==== GIVEN ENTRIES ====

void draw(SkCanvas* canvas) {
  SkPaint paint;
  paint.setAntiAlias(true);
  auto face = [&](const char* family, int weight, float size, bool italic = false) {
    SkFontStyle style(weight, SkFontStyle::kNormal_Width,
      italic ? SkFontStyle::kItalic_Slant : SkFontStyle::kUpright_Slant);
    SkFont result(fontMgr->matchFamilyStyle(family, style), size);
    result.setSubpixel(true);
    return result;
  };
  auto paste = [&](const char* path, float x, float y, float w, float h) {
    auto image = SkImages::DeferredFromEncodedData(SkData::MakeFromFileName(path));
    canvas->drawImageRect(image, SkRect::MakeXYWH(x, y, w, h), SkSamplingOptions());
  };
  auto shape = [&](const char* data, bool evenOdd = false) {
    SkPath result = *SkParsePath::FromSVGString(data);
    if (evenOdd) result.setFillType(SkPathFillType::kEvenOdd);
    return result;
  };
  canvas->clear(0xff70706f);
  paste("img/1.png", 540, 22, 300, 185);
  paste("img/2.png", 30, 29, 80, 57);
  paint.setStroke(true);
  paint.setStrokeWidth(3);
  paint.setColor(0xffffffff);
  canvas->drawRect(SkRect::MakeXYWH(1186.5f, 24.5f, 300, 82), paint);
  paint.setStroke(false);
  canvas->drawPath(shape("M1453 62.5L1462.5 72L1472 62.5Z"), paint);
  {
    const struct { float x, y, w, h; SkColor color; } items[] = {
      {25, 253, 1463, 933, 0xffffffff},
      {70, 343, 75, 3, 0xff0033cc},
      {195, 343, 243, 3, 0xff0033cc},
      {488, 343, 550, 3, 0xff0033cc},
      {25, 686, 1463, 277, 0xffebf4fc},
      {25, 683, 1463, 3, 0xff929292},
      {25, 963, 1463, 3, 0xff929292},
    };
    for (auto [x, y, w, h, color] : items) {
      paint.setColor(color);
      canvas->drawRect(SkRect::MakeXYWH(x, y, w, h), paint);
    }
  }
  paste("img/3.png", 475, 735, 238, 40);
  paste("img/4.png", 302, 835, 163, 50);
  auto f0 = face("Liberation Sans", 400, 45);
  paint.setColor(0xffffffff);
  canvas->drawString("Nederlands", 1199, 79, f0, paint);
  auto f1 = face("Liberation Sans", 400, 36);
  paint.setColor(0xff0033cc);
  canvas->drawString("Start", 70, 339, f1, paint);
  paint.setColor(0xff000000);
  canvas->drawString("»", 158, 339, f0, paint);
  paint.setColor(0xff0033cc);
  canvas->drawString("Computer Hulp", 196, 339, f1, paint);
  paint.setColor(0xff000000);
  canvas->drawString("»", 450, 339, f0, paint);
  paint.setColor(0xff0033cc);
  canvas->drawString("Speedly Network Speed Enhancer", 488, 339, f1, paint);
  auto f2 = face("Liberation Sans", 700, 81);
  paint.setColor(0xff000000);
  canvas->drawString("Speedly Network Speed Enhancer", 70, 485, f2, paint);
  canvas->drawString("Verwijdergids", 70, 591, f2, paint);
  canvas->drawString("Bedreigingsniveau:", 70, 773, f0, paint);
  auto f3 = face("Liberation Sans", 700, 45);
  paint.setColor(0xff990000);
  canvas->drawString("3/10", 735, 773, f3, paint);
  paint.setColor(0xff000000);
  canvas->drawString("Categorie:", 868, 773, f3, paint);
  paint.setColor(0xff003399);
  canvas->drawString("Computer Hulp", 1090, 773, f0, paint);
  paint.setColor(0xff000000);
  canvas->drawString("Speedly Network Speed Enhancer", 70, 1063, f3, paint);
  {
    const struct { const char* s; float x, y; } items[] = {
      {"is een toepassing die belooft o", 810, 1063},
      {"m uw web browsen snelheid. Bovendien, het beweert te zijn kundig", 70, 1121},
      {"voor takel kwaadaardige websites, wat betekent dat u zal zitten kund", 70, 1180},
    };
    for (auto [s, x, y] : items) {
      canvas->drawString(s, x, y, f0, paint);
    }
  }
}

====

Count the lines in the preceding entries that contain the string "family", and state only the resulting number.

2